▶ _MATERIAL PROVIDED_
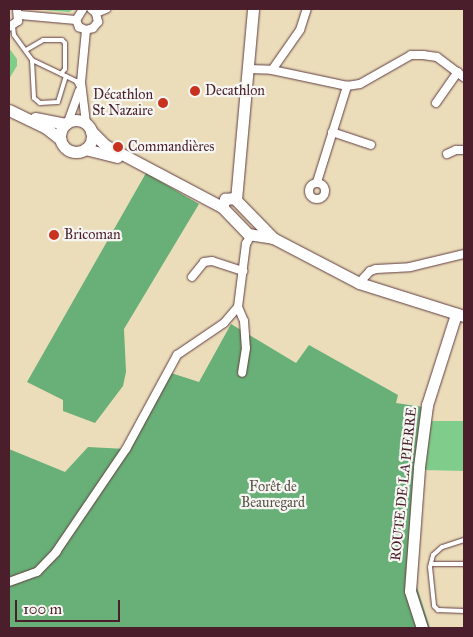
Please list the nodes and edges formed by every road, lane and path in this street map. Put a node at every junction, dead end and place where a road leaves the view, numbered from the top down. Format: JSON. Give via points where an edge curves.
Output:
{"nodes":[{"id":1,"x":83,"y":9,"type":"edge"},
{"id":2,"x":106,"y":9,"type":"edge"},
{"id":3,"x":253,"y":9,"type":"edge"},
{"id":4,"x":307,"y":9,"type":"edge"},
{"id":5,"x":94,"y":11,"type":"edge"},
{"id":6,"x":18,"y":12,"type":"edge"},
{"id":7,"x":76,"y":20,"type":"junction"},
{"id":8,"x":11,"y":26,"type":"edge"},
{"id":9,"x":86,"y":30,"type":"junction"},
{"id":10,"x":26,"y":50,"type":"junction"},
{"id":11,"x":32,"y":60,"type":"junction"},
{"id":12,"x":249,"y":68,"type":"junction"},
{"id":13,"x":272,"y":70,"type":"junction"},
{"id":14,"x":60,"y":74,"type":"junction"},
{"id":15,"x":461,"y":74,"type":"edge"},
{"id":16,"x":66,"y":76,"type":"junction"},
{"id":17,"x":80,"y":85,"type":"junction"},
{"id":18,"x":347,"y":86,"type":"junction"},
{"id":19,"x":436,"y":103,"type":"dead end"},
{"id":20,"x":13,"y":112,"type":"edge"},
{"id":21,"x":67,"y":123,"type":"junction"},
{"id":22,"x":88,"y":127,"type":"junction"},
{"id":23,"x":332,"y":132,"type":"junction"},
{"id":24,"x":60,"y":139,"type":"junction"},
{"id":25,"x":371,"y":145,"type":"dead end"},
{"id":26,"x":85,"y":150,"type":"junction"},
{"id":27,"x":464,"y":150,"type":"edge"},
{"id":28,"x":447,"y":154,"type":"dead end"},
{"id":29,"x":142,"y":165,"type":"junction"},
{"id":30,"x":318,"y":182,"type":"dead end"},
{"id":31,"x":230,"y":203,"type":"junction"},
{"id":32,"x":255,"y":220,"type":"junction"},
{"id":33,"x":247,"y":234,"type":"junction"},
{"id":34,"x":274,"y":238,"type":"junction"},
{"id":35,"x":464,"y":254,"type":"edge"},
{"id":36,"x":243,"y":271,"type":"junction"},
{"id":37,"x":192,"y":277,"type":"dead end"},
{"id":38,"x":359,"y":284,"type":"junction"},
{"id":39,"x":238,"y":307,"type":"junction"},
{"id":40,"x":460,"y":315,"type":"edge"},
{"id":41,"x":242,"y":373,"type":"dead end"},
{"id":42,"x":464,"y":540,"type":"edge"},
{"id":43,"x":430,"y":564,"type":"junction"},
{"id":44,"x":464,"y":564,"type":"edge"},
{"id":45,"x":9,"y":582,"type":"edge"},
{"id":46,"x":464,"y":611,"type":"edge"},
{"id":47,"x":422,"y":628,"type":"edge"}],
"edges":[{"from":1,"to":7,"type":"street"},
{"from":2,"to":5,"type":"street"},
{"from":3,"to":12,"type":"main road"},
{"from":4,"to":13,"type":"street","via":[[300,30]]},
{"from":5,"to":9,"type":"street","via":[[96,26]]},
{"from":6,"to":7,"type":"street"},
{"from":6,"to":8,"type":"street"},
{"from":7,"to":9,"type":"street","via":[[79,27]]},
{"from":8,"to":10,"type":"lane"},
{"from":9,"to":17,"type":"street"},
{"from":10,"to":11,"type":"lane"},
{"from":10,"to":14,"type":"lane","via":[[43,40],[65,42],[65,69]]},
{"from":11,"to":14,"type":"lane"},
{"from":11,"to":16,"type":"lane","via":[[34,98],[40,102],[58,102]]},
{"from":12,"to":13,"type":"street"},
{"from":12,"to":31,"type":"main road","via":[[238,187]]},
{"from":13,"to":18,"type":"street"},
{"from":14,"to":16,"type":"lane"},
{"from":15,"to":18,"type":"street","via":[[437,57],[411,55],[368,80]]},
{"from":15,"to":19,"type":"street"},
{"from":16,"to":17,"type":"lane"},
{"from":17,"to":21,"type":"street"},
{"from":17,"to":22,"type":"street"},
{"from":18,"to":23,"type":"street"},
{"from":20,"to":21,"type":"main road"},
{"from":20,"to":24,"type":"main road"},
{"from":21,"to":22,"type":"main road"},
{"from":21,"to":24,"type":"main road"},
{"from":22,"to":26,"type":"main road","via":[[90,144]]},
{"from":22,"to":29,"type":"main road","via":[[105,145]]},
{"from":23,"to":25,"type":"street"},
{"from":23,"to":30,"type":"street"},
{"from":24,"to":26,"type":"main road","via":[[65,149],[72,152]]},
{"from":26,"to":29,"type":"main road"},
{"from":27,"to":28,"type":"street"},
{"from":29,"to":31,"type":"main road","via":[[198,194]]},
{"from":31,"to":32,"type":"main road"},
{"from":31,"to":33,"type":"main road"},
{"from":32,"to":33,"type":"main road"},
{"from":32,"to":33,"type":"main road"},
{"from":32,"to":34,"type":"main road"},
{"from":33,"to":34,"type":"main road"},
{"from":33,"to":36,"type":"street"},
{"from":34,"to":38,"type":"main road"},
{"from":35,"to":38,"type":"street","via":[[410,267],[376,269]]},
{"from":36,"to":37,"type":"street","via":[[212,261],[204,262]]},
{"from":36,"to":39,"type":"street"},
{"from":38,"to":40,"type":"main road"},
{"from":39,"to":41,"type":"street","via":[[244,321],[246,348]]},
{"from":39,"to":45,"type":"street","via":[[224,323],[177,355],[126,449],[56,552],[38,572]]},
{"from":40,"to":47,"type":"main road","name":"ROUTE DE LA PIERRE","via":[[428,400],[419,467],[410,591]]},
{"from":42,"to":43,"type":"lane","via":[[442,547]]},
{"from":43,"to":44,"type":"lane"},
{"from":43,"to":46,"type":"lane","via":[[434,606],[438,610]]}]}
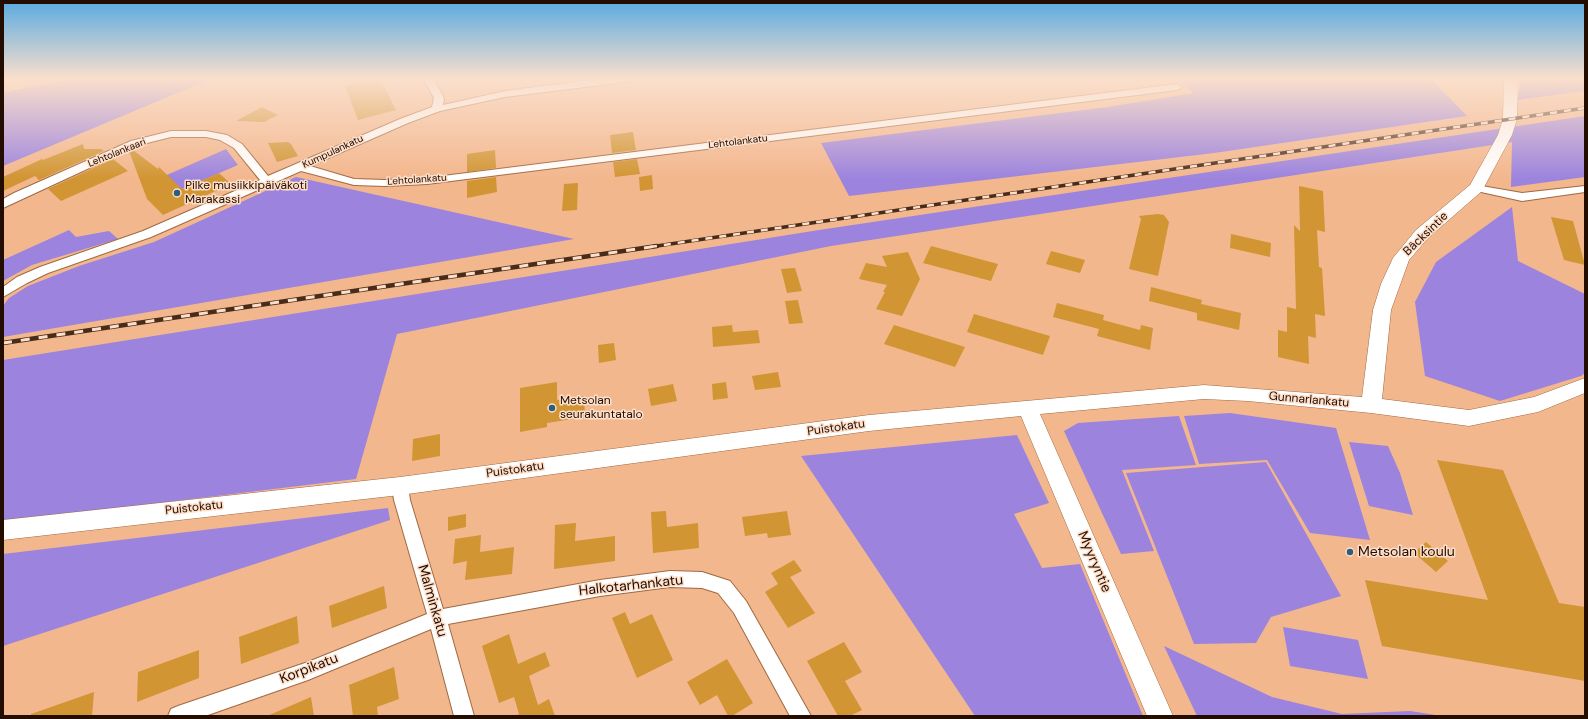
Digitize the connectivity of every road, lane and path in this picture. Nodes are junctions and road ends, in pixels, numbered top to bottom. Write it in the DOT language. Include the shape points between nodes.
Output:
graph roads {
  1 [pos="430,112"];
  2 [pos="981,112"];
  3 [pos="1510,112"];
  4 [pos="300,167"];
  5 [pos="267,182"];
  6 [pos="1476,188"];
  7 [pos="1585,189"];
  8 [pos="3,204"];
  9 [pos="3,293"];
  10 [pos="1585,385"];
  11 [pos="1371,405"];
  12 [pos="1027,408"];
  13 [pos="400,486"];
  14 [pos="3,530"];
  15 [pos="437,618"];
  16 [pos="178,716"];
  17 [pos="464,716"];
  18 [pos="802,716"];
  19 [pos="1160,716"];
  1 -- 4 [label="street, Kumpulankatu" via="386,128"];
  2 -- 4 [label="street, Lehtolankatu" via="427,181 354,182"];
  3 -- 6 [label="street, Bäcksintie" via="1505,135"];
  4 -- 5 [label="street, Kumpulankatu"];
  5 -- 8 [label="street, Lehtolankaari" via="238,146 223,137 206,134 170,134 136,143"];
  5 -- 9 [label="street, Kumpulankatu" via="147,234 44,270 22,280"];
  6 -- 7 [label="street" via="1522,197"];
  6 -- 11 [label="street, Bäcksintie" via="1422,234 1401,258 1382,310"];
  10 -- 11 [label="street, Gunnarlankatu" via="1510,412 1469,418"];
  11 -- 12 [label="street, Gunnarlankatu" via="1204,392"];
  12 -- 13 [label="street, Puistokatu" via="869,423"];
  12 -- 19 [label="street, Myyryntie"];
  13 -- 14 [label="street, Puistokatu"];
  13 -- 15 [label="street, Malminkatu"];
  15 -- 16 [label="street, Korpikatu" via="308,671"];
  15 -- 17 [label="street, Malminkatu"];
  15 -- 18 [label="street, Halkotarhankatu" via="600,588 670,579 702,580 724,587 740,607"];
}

▶ _PROMPT_
Please reproduce the whole listing exactly; the pictures stay out.

▶ _RESPONSE BELOW_
Please list the nodes and edges formed by every road, lane and path in this street map. Put a node at every junction, dead end and place where a road leaves the view, numbered from the top down. Format: JSON. Give via points where an edge curves.
Output:
{"nodes":[{"id":1,"x":83,"y":9,"type":"edge"},
{"id":2,"x":106,"y":9,"type":"edge"},
{"id":3,"x":253,"y":9,"type":"edge"},
{"id":4,"x":307,"y":9,"type":"edge"},
{"id":5,"x":94,"y":11,"type":"edge"},
{"id":6,"x":18,"y":12,"type":"edge"},
{"id":7,"x":76,"y":20,"type":"junction"},
{"id":8,"x":11,"y":26,"type":"edge"},
{"id":9,"x":86,"y":30,"type":"junction"},
{"id":10,"x":26,"y":50,"type":"junction"},
{"id":11,"x":32,"y":60,"type":"junction"},
{"id":12,"x":249,"y":68,"type":"junction"},
{"id":13,"x":272,"y":70,"type":"junction"},
{"id":14,"x":60,"y":74,"type":"junction"},
{"id":15,"x":461,"y":74,"type":"edge"},
{"id":16,"x":66,"y":76,"type":"junction"},
{"id":17,"x":80,"y":85,"type":"junction"},
{"id":18,"x":347,"y":86,"type":"junction"},
{"id":19,"x":436,"y":103,"type":"dead end"},
{"id":20,"x":13,"y":112,"type":"edge"},
{"id":21,"x":67,"y":123,"type":"junction"},
{"id":22,"x":88,"y":127,"type":"junction"},
{"id":23,"x":332,"y":132,"type":"junction"},
{"id":24,"x":60,"y":139,"type":"junction"},
{"id":25,"x":371,"y":145,"type":"dead end"},
{"id":26,"x":85,"y":150,"type":"junction"},
{"id":27,"x":464,"y":150,"type":"edge"},
{"id":28,"x":447,"y":154,"type":"dead end"},
{"id":29,"x":142,"y":165,"type":"junction"},
{"id":30,"x":318,"y":182,"type":"dead end"},
{"id":31,"x":230,"y":203,"type":"junction"},
{"id":32,"x":255,"y":220,"type":"junction"},
{"id":33,"x":247,"y":234,"type":"junction"},
{"id":34,"x":274,"y":238,"type":"junction"},
{"id":35,"x":464,"y":254,"type":"edge"},
{"id":36,"x":243,"y":271,"type":"junction"},
{"id":37,"x":192,"y":277,"type":"dead end"},
{"id":38,"x":359,"y":284,"type":"junction"},
{"id":39,"x":238,"y":307,"type":"junction"},
{"id":40,"x":460,"y":315,"type":"edge"},
{"id":41,"x":242,"y":373,"type":"dead end"},
{"id":42,"x":464,"y":540,"type":"edge"},
{"id":43,"x":430,"y":564,"type":"junction"},
{"id":44,"x":464,"y":564,"type":"edge"},
{"id":45,"x":9,"y":582,"type":"edge"},
{"id":46,"x":464,"y":611,"type":"edge"},
{"id":47,"x":422,"y":628,"type":"edge"}],
"edges":[{"from":1,"to":7,"type":"street"},
{"from":2,"to":5,"type":"street"},
{"from":3,"to":12,"type":"main road"},
{"from":4,"to":13,"type":"street","via":[[300,30]]},
{"from":5,"to":9,"type":"street","via":[[96,26]]},
{"from":6,"to":7,"type":"street"},
{"from":6,"to":8,"type":"street"},
{"from":7,"to":9,"type":"street","via":[[79,27]]},
{"from":8,"to":10,"type":"lane"},
{"from":9,"to":17,"type":"street"},
{"from":10,"to":11,"type":"lane"},
{"from":10,"to":14,"type":"lane","via":[[43,40],[65,42],[65,69]]},
{"from":11,"to":14,"type":"lane"},
{"from":11,"to":16,"type":"lane","via":[[34,98],[40,102],[58,102]]},
{"from":12,"to":13,"type":"street"},
{"from":12,"to":31,"type":"main road","via":[[238,187]]},
{"from":13,"to":18,"type":"street"},
{"from":14,"to":16,"type":"lane"},
{"from":15,"to":18,"type":"street","via":[[437,57],[411,55],[368,80]]},
{"from":15,"to":19,"type":"street"},
{"from":16,"to":17,"type":"lane"},
{"from":17,"to":21,"type":"street"},
{"from":17,"to":22,"type":"street"},
{"from":18,"to":23,"type":"street"},
{"from":20,"to":21,"type":"main road"},
{"from":20,"to":24,"type":"main road"},
{"from":21,"to":22,"type":"main road"},
{"from":21,"to":24,"type":"main road"},
{"from":22,"to":26,"type":"main road","via":[[90,144]]},
{"from":22,"to":29,"type":"main road","via":[[105,145]]},
{"from":23,"to":25,"type":"street"},
{"from":23,"to":30,"type":"street"},
{"from":24,"to":26,"type":"main road","via":[[65,149],[72,152]]},
{"from":26,"to":29,"type":"main road"},
{"from":27,"to":28,"type":"street"},
{"from":29,"to":31,"type":"main road","via":[[198,194]]},
{"from":31,"to":32,"type":"main road"},
{"from":31,"to":33,"type":"main road"},
{"from":32,"to":33,"type":"main road"},
{"from":32,"to":33,"type":"main road"},
{"from":32,"to":34,"type":"main road"},
{"from":33,"to":34,"type":"main road"},
{"from":33,"to":36,"type":"street"},
{"from":34,"to":38,"type":"main road"},
{"from":35,"to":38,"type":"street","via":[[410,267],[376,269]]},
{"from":36,"to":37,"type":"street","via":[[212,261],[204,262]]},
{"from":36,"to":39,"type":"street"},
{"from":38,"to":40,"type":"main road"},
{"from":39,"to":41,"type":"street","via":[[244,321],[246,348]]},
{"from":39,"to":45,"type":"street","via":[[224,323],[177,355],[126,449],[56,552],[38,572]]},
{"from":40,"to":47,"type":"main road","name":"ROUTE DE LA PIERRE","via":[[428,400],[419,467],[410,591]]},
{"from":42,"to":43,"type":"lane","via":[[442,547]]},
{"from":43,"to":44,"type":"lane"},
{"from":43,"to":46,"type":"lane","via":[[434,606],[438,610]]}]}
Digitize the connectivity of every road, lane and path in this picture. Nodes are junctions and road ends, in pixels, numbered top to bottom. Write it in the DOT language. Include the shape points between nodes.
Output:
graph roads {
  1 [pos="430,112"];
  2 [pos="981,112"];
  3 [pos="1510,112"];
  4 [pos="300,167"];
  5 [pos="267,182"];
  6 [pos="1476,188"];
  7 [pos="1585,189"];
  8 [pos="3,204"];
  9 [pos="3,293"];
  10 [pos="1585,385"];
  11 [pos="1371,405"];
  12 [pos="1027,408"];
  13 [pos="400,486"];
  14 [pos="3,530"];
  15 [pos="437,618"];
  16 [pos="178,716"];
  17 [pos="464,716"];
  18 [pos="802,716"];
  19 [pos="1160,716"];
  1 -- 4 [label="street, Kumpulankatu" via="386,128"];
  2 -- 4 [label="street, Lehtolankatu" via="427,181 354,182"];
  3 -- 6 [label="street, Bäcksintie" via="1505,135"];
  4 -- 5 [label="street, Kumpulankatu"];
  5 -- 8 [label="street, Lehtolankaari" via="238,146 223,137 206,134 170,134 136,143"];
  5 -- 9 [label="street, Kumpulankatu" via="147,234 44,270 22,280"];
  6 -- 7 [label="street" via="1522,197"];
  6 -- 11 [label="street, Bäcksintie" via="1422,234 1401,258 1382,310"];
  10 -- 11 [label="street, Gunnarlankatu" via="1510,412 1469,418"];
  11 -- 12 [label="street, Gunnarlankatu" via="1204,392"];
  12 -- 13 [label="street, Puistokatu" via="869,423"];
  12 -- 19 [label="street, Myyryntie"];
  13 -- 14 [label="street, Puistokatu"];
  13 -- 15 [label="street, Malminkatu"];
  15 -- 16 [label="street, Korpikatu" via="308,671"];
  15 -- 17 [label="street, Malminkatu"];
  15 -- 18 [label="street, Halkotarhankatu" via="600,588 670,579 702,580 724,587 740,607"];
}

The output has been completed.